• **Work required**
The records below need retyping in full; give them again exactly.

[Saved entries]
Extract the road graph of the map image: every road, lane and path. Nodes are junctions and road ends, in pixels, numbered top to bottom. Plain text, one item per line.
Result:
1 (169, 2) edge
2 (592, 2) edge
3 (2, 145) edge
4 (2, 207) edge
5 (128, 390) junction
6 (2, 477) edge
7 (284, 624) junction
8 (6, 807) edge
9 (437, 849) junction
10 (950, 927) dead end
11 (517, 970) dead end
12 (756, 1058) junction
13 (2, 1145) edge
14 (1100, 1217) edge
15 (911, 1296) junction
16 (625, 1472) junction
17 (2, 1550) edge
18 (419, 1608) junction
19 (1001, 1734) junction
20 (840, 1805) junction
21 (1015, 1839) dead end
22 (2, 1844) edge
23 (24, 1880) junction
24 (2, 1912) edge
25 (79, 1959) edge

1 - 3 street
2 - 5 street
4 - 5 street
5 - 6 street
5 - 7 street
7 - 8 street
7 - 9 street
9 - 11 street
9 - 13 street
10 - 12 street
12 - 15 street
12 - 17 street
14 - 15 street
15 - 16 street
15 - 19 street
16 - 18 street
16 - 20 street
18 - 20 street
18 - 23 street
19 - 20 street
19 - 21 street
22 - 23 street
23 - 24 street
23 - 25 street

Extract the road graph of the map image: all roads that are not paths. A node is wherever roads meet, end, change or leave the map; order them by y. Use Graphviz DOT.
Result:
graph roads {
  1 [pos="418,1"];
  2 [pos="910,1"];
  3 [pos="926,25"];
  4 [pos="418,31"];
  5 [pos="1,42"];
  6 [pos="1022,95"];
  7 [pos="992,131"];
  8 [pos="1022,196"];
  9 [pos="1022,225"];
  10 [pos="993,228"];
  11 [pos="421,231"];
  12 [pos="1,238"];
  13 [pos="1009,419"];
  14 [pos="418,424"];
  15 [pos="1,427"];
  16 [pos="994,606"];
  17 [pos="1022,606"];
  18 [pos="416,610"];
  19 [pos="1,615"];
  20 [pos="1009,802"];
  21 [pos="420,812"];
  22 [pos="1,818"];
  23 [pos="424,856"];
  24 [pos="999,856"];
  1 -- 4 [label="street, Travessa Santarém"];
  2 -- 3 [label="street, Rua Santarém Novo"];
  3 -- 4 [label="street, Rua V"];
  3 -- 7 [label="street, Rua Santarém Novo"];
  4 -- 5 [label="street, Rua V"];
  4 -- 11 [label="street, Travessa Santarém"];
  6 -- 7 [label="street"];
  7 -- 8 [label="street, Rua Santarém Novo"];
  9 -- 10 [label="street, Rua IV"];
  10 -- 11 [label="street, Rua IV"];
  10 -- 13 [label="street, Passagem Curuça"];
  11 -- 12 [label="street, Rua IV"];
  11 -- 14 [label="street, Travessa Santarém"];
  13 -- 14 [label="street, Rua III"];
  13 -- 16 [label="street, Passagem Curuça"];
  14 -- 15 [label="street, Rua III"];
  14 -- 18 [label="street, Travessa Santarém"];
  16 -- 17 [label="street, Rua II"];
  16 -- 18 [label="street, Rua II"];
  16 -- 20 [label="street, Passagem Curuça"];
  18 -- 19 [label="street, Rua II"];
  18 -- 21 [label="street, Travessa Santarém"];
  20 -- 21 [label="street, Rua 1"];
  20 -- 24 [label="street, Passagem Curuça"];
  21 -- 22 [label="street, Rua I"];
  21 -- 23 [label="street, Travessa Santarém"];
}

• **The completed task**
Extract the road graph of the map image: every road, lane and path. Nodes are junctions and road ends, in pixels, numbered top to bottom. Plain text, one item per line.
Result:
1 (169, 2) edge
2 (592, 2) edge
3 (2, 145) edge
4 (2, 207) edge
5 (128, 390) junction
6 (2, 477) edge
7 (284, 624) junction
8 (6, 807) edge
9 (437, 849) junction
10 (950, 927) dead end
11 (517, 970) dead end
12 (756, 1058) junction
13 (2, 1145) edge
14 (1100, 1217) edge
15 (911, 1296) junction
16 (625, 1472) junction
17 (2, 1550) edge
18 (419, 1608) junction
19 (1001, 1734) junction
20 (840, 1805) junction
21 (1015, 1839) dead end
22 (2, 1844) edge
23 (24, 1880) junction
24 (2, 1912) edge
25 (79, 1959) edge

1 - 3 street
2 - 5 street
4 - 5 street
5 - 6 street
5 - 7 street
7 - 8 street
7 - 9 street
9 - 11 street
9 - 13 street
10 - 12 street
12 - 15 street
12 - 17 street
14 - 15 street
15 - 16 street
15 - 19 street
16 - 18 street
16 - 20 street
18 - 20 street
18 - 23 street
19 - 20 street
19 - 21 street
22 - 23 street
23 - 24 street
23 - 25 street

Extract the road graph of the map image: all roads that are not paths. A node is wherever roads meet, end, change or leave the map; order them by y. Use Graphviz DOT.
Result:
graph roads {
  1 [pos="418,1"];
  2 [pos="910,1"];
  3 [pos="926,25"];
  4 [pos="418,31"];
  5 [pos="1,42"];
  6 [pos="1022,95"];
  7 [pos="992,131"];
  8 [pos="1022,196"];
  9 [pos="1022,225"];
  10 [pos="993,228"];
  11 [pos="421,231"];
  12 [pos="1,238"];
  13 [pos="1009,419"];
  14 [pos="418,424"];
  15 [pos="1,427"];
  16 [pos="994,606"];
  17 [pos="1022,606"];
  18 [pos="416,610"];
  19 [pos="1,615"];
  20 [pos="1009,802"];
  21 [pos="420,812"];
  22 [pos="1,818"];
  23 [pos="424,856"];
  24 [pos="999,856"];
  1 -- 4 [label="street, Travessa Santarém"];
  2 -- 3 [label="street, Rua Santarém Novo"];
  3 -- 4 [label="street, Rua V"];
  3 -- 7 [label="street, Rua Santarém Novo"];
  4 -- 5 [label="street, Rua V"];
  4 -- 11 [label="street, Travessa Santarém"];
  6 -- 7 [label="street"];
  7 -- 8 [label="street, Rua Santarém Novo"];
  9 -- 10 [label="street, Rua IV"];
  10 -- 11 [label="street, Rua IV"];
  10 -- 13 [label="street, Passagem Curuça"];
  11 -- 12 [label="street, Rua IV"];
  11 -- 14 [label="street, Travessa Santarém"];
  13 -- 14 [label="street, Rua III"];
  13 -- 16 [label="street, Passagem Curuça"];
  14 -- 15 [label="street, Rua III"];
  14 -- 18 [label="street, Travessa Santarém"];
  16 -- 17 [label="street, Rua II"];
  16 -- 18 [label="street, Rua II"];
  16 -- 20 [label="street, Passagem Curuça"];
  18 -- 19 [label="street, Rua II"];
  18 -- 21 [label="street, Travessa Santarém"];
  20 -- 21 [label="street, Rua 1"];
  20 -- 24 [label="street, Passagem Curuça"];
  21 -- 22 [label="street, Rua I"];
  21 -- 23 [label="street, Travessa Santarém"];
}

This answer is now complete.